(Collected data)

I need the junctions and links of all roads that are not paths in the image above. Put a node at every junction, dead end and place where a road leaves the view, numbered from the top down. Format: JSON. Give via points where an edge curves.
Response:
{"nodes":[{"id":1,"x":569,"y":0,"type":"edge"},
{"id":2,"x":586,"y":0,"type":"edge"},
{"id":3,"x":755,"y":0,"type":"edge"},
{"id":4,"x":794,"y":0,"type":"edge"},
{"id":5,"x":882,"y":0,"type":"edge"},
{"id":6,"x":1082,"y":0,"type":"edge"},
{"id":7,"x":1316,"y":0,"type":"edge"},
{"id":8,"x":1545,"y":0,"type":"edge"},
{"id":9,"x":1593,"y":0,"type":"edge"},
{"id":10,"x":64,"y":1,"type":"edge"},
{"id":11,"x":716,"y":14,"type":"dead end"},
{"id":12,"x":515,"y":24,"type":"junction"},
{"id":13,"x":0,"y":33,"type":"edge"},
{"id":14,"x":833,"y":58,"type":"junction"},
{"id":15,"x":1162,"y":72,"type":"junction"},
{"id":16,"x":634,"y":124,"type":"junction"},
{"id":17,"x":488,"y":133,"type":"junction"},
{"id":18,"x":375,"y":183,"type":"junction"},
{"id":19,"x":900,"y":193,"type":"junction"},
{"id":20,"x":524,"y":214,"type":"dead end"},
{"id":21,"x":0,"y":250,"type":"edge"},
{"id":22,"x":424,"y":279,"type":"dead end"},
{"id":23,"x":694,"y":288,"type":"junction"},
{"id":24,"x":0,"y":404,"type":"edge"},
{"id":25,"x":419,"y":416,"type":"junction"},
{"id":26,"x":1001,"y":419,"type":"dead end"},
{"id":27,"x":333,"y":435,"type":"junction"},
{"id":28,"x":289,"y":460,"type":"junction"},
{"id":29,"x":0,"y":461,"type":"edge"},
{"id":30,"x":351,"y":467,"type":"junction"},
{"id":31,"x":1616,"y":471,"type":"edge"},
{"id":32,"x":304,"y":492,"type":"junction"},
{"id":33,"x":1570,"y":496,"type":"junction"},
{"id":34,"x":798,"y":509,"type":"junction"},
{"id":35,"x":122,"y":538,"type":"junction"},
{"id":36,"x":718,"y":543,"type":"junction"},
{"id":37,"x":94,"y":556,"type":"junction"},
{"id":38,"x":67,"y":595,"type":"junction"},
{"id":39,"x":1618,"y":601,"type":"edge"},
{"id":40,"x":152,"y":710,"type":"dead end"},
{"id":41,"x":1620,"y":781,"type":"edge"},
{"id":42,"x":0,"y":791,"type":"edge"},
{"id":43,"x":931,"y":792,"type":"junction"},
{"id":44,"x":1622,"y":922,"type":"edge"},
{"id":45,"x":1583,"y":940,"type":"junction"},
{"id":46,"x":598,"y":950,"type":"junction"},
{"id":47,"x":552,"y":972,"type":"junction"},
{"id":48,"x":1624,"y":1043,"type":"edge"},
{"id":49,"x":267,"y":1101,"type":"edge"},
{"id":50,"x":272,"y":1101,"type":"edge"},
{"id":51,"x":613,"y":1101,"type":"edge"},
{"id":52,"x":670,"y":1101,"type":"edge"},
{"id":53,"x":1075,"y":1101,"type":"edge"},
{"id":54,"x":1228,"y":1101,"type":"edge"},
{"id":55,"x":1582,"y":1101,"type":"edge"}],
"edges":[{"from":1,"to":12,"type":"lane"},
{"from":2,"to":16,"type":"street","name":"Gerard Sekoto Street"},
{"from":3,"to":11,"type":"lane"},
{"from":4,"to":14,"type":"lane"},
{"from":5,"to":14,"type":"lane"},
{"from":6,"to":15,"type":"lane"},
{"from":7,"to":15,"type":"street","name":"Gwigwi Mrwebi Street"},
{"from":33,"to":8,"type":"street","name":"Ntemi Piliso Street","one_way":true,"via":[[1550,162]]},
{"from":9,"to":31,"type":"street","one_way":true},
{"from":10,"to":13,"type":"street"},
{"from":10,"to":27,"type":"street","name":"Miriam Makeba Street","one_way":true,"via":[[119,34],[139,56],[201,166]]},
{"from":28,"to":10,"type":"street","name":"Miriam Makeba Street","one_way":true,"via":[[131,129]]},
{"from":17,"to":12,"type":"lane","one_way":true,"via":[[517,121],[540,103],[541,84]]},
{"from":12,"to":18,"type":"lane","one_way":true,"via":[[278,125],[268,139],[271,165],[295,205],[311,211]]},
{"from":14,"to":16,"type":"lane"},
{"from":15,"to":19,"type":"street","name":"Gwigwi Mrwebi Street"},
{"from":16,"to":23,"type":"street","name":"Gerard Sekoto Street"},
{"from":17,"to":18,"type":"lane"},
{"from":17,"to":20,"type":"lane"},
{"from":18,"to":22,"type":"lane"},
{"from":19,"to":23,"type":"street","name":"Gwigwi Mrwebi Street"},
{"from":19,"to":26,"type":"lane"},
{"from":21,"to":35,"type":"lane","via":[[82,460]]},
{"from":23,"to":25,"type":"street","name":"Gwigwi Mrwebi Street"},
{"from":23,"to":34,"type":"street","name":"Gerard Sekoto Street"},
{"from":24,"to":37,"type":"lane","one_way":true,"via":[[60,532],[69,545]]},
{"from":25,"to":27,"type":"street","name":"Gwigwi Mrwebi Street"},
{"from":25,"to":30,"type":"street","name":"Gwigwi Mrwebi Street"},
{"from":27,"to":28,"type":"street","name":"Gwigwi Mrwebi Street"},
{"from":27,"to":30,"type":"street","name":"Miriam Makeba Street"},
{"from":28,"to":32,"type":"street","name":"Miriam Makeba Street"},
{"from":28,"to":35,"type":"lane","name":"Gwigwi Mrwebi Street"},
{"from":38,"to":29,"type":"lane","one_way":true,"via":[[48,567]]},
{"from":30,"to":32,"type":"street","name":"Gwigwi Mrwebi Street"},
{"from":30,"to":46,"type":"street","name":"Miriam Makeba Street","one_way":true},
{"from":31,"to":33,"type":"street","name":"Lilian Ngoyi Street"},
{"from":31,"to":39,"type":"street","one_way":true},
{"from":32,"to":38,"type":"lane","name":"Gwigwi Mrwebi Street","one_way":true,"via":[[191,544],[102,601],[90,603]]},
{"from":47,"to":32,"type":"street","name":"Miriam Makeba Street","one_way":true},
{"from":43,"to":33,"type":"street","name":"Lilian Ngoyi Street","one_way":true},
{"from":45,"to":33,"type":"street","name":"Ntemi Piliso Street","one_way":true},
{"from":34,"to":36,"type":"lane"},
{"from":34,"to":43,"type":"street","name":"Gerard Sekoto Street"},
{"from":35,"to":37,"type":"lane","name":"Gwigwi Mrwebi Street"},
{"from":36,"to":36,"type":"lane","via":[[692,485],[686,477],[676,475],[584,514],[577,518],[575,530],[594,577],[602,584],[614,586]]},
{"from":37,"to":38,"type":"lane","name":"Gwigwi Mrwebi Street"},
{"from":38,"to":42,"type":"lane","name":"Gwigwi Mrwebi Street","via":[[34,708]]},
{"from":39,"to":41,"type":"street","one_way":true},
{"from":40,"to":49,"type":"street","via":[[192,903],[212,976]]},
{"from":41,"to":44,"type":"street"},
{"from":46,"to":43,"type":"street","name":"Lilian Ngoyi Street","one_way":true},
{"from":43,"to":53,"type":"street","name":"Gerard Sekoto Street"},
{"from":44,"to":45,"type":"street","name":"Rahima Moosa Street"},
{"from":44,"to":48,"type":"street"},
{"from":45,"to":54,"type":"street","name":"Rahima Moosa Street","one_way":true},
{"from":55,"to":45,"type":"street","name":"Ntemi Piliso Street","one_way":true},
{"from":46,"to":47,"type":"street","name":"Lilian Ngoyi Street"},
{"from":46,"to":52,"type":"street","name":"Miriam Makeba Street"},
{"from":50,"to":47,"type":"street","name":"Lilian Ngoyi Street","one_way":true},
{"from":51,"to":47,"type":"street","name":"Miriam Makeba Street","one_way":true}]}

What needs to be done:
Whenever the string "dead" shows up in a line of the entries, copy that line.

Solution to this exercise:
I need the junctions and links of all roads that are not paths in the image above. Put a node at every junction, dead end and place where a road leaves the view, numbered from the top down. Format: JSON. Give via points where an edge curves.
{"id":11,"x":716,"y":14,"type":"dead end"},
{"id":20,"x":524,"y":214,"type":"dead end"},
{"id":22,"x":424,"y":279,"type":"dead end"},
{"id":26,"x":1001,"y":419,"type":"dead end"},
{"id":40,"x":152,"y":710,"type":"dead end"},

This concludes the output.